Equally concerning has been the government’s top-down and somewhat opaque approach to the country’s food security strategy. Even before the Covid-19 crisis, multiple food and health advocacy organisations considered legal action against the government over the right to food. They were protesting the state’s inability to take the right to food seriously following its failure to implement the 2002 Integrated Food Security Strategy, failure to do adequate public participation for the 2013 Food Security Policy, and failure to develop and implement a strategy for this policy. The Food and Nutrition Security Coordination Committee has been tasked with the management of SA’s current food crisis, but none of the experts who contributed to this article knew who was on the committee, or what proficiencies qualify committee members to manage the food requirements of millions of vulnerable South Africans.

The upshot is that the country’s efforts to combat food insecurity for children were flawed prior to the Covid-19 crisis, and Covid-19 has resulted in its rapid escalation. April 2020 surveys by the University of Johannesburg and the Human Sciences Research Council (HSRC) indicated that up to 55% of informal settlement and township residents had no money to buy food during lockdown. In a 29 May presentation to the Portfolio Committee on Social Development, the department’s DDG, Peter Netshipale, confirmed that: “There’s been evidence suggesting high incidences of food insecurity, hunger and malnutrition recently in South Africa.”

“Food security has become a national crisis,” he added. “Roughly 50% of our population” (almost 30 million South Africans) are “food insecure or at risk of food insecurity”.

There are a multitude of reasons why the Covid-19 crisis and the lockdown measures have increased those numbers so dramatically. They include, a lack of funds for food relief, the Department of Social Development’s (DSD’s) cautious, controlling and rigid approach to the crisis and its seeming inability to map and coordinate food interventions, the inexplicable closure of the National School Nutrition Programme (NSNP) and ECD food programmes, the shutdown of the informal economy during lockdown, increasing food costs cancelling out grant top-ups, and the exclusion of foreigners from food interventions.

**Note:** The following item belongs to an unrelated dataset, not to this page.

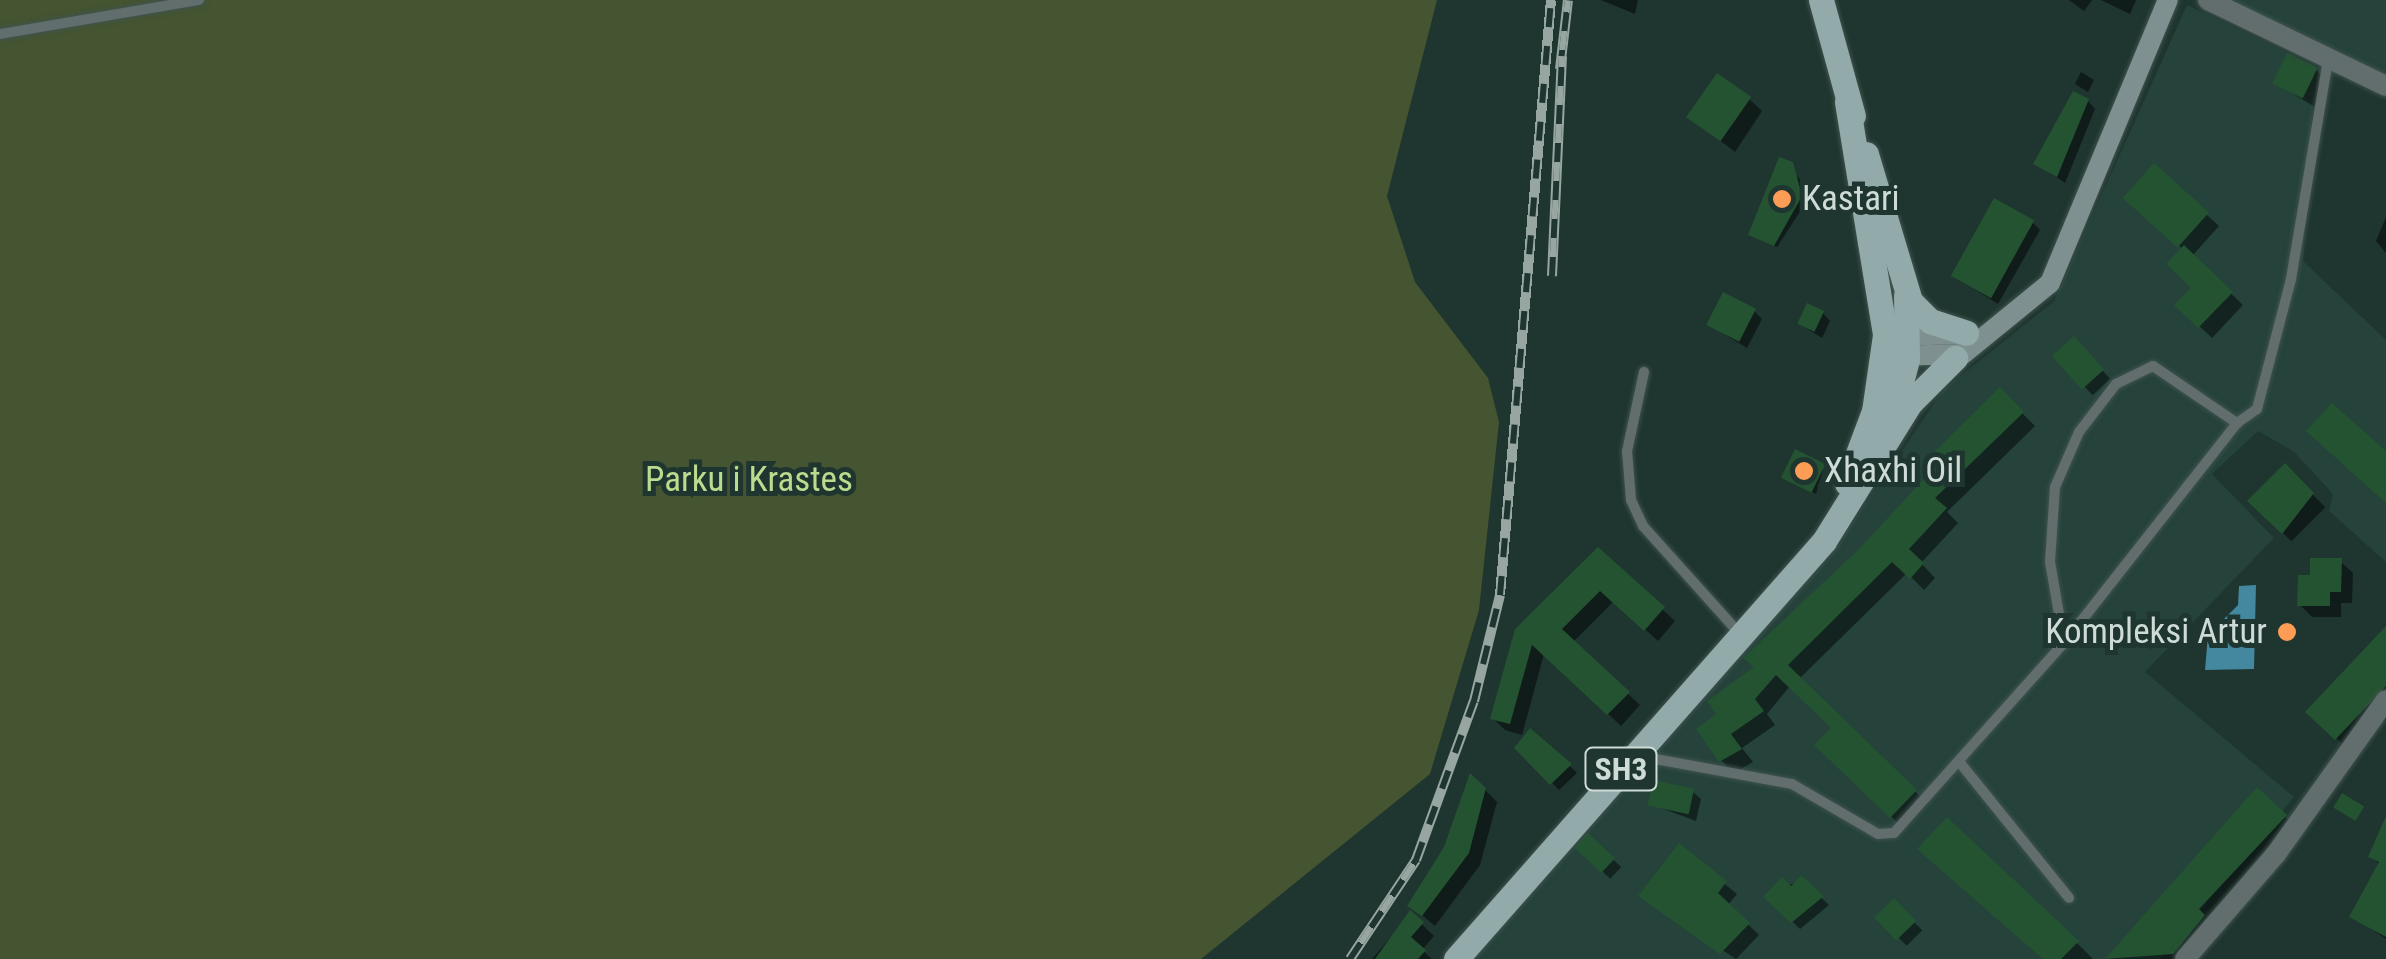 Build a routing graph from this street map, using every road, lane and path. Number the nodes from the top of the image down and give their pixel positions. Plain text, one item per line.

In the same portfolio committee presentation, Netshipale reported that in conjunction with the Solidarity Fund and myriad NGOs, the DSD had delivered more than 788,000 food parcels to meet the needs of almost 3.2 million South Africans. It is a commendable achievement but should raise some concerns. The first is that estimates suggest we actually need at least two million food parcels per month, and while government is relying on a mixed strategy of grants and food relief to ensure that people don’t go hungry, anecdotal evidence (and maths) reveal that it isn’t coming close.

The Social Relief of Distress Grant, which was widely welcomed, has had two unfortunate consequences. The first is that the complexities of applying for the grant and Sassa’s stringent checks meant that by the third week of May (two months into lockdown), only 10 applicants had received the grant. Secondly, to avoid “double dipping”, applicants cannot receive the grant if they are getting any other governmental support. Applicants, therefore, risk swapping a R700 food parcel for a R350 grant, which most have not yet received.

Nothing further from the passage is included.